◆ **Supplied records**:

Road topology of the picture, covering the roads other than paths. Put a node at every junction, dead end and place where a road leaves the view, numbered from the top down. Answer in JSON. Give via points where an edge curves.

--

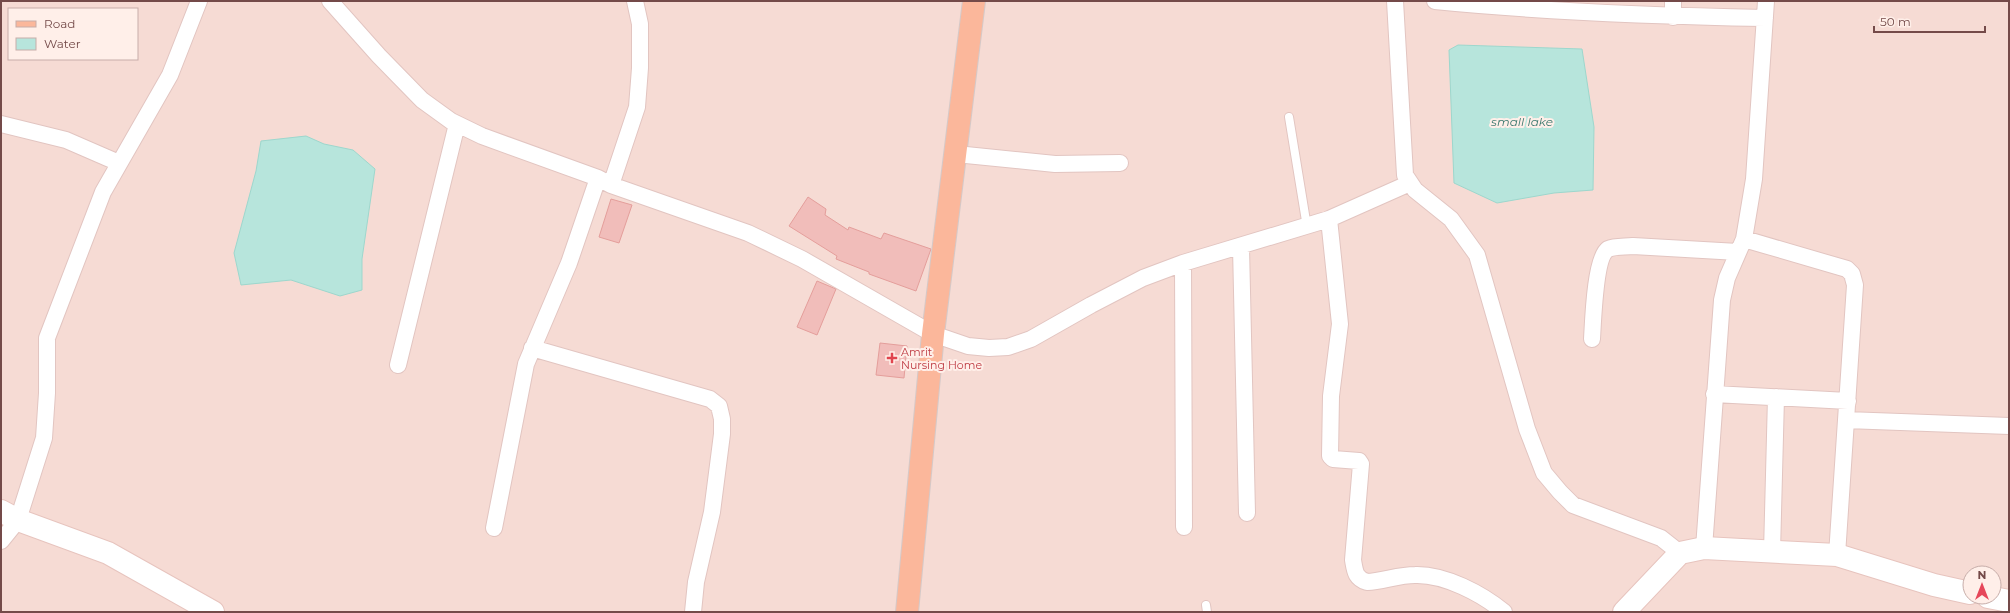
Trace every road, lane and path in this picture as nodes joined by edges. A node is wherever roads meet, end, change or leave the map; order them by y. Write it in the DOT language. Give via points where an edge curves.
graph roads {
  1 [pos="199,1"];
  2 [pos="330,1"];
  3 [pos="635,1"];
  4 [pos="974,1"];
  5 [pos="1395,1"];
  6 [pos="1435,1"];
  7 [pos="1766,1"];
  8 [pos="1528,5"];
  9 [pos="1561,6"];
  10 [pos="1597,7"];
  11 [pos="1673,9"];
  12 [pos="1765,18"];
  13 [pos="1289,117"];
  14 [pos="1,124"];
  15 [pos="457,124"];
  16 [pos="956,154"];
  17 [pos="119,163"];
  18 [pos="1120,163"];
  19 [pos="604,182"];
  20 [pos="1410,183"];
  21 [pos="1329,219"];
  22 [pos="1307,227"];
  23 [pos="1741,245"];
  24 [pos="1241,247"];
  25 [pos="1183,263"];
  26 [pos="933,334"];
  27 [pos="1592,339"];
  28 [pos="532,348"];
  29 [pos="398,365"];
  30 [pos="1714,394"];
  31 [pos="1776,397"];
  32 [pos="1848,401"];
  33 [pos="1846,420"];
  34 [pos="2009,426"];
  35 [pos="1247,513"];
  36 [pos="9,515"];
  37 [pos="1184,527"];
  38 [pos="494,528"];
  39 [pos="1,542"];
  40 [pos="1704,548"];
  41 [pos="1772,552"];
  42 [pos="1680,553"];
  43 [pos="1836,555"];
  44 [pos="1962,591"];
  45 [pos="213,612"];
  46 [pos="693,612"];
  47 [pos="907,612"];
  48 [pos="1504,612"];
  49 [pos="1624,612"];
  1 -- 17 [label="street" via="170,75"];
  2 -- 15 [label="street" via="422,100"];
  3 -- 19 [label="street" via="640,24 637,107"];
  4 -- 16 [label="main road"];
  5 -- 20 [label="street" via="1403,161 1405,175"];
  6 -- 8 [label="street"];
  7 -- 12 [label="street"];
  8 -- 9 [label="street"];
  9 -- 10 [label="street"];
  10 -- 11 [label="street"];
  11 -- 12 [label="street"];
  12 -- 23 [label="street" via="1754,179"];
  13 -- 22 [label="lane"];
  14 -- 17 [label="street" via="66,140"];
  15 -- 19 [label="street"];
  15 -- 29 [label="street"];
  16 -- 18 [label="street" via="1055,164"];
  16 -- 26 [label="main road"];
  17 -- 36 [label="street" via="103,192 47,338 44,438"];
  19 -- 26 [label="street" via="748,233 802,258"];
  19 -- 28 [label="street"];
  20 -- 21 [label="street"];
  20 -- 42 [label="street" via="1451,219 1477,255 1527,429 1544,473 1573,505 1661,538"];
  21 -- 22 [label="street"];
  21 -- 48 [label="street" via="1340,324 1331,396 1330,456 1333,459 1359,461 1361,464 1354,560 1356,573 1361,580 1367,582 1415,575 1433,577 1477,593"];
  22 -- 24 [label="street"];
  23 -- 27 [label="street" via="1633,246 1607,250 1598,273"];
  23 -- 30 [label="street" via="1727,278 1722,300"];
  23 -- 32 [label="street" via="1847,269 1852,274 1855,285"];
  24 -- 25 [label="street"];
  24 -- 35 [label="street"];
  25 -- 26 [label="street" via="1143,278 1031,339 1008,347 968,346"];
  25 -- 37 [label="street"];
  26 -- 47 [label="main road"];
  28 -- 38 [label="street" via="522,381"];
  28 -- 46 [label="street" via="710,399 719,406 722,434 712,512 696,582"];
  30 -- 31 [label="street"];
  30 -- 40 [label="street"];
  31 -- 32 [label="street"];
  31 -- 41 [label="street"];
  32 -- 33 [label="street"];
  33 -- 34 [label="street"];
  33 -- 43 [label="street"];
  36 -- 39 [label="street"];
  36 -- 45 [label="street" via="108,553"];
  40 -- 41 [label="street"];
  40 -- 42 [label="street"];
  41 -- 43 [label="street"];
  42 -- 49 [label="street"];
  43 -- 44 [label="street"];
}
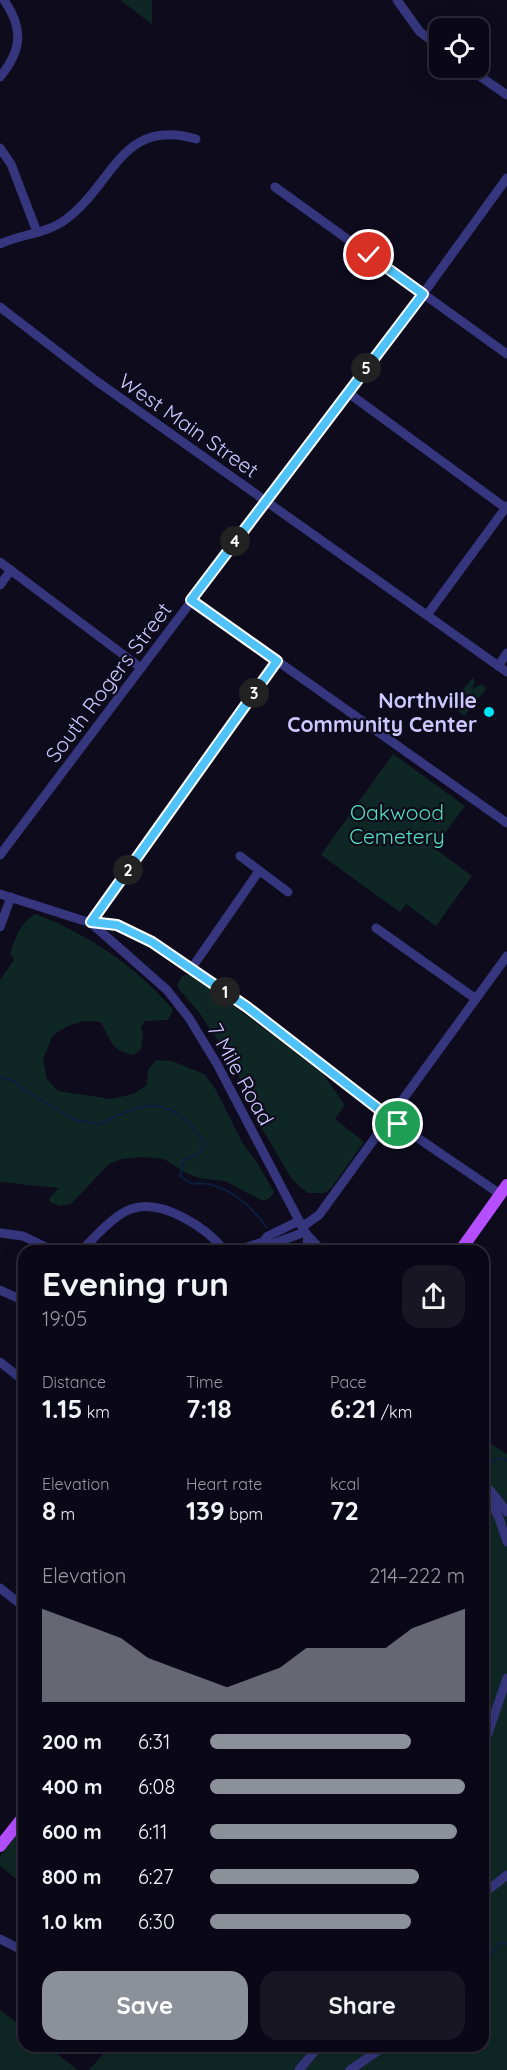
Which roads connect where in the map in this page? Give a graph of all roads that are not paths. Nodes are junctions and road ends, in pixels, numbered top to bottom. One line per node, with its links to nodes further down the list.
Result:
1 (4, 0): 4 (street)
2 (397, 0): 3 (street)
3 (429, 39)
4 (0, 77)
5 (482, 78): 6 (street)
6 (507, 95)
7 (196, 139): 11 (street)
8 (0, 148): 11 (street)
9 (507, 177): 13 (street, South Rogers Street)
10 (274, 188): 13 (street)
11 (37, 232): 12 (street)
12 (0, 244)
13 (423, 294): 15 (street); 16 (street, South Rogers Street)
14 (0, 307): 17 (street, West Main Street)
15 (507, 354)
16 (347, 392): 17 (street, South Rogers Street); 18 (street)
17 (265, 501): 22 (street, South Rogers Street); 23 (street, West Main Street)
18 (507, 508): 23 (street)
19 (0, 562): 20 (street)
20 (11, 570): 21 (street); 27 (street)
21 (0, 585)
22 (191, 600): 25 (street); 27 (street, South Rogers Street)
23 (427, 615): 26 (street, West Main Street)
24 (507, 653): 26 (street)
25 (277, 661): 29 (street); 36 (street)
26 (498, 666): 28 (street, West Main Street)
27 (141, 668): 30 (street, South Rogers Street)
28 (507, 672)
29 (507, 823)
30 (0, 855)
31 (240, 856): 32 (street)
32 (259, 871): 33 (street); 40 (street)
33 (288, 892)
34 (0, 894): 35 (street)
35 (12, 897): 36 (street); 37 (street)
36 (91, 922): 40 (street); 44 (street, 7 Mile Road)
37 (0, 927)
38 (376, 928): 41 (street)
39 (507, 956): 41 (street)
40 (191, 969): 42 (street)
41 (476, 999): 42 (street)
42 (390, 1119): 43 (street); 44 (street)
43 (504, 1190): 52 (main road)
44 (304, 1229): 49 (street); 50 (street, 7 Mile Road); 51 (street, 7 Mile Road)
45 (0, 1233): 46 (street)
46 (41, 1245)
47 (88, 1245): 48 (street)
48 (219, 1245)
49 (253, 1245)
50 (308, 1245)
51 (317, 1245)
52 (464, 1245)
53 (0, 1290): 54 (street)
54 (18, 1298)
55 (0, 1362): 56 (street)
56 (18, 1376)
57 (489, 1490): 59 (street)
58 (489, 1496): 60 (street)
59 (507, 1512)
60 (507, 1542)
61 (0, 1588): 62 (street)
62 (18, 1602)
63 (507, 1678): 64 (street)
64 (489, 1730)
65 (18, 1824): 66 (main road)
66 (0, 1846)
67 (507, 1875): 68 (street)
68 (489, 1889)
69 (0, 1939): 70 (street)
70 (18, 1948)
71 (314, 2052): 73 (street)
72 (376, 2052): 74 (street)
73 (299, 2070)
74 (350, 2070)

...

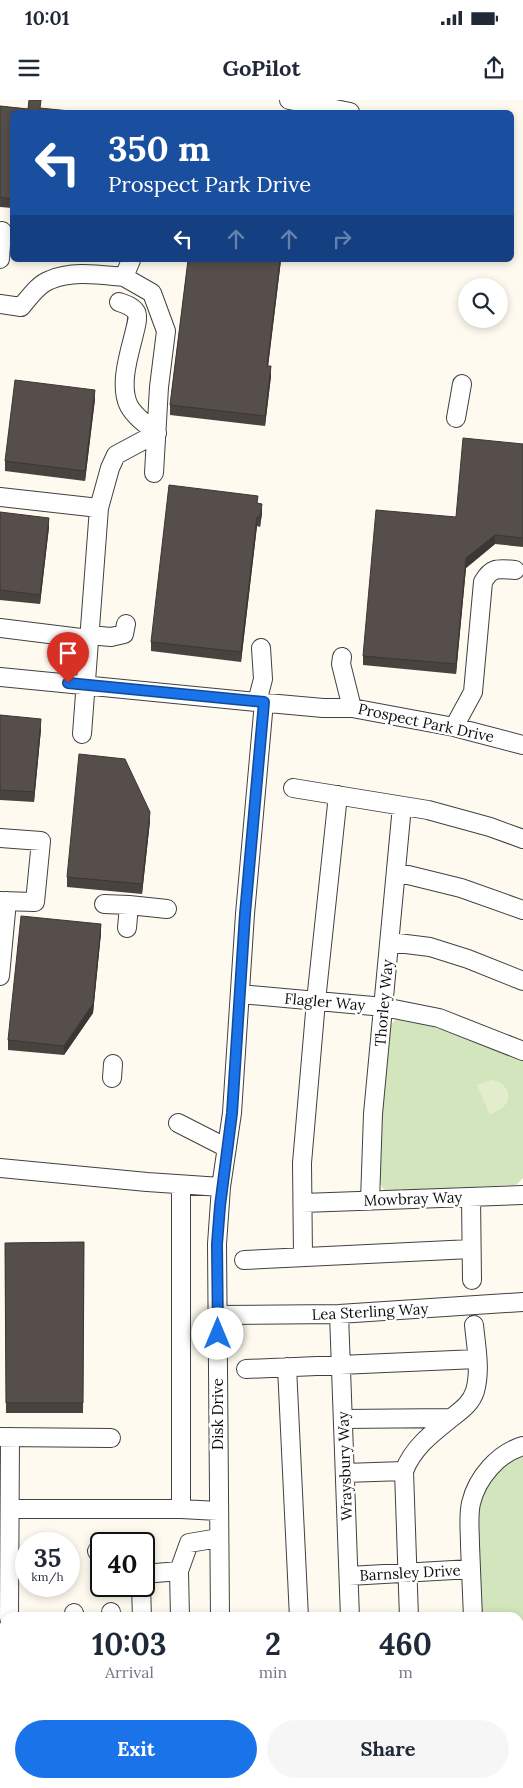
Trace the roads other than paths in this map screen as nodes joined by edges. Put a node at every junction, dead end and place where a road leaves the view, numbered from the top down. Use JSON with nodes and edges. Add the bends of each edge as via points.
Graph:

◆ **Problem to work on**: Report the number of lines of the listing above that hold the string "numbered", with no other text.

◆ **Exercise answer**: 3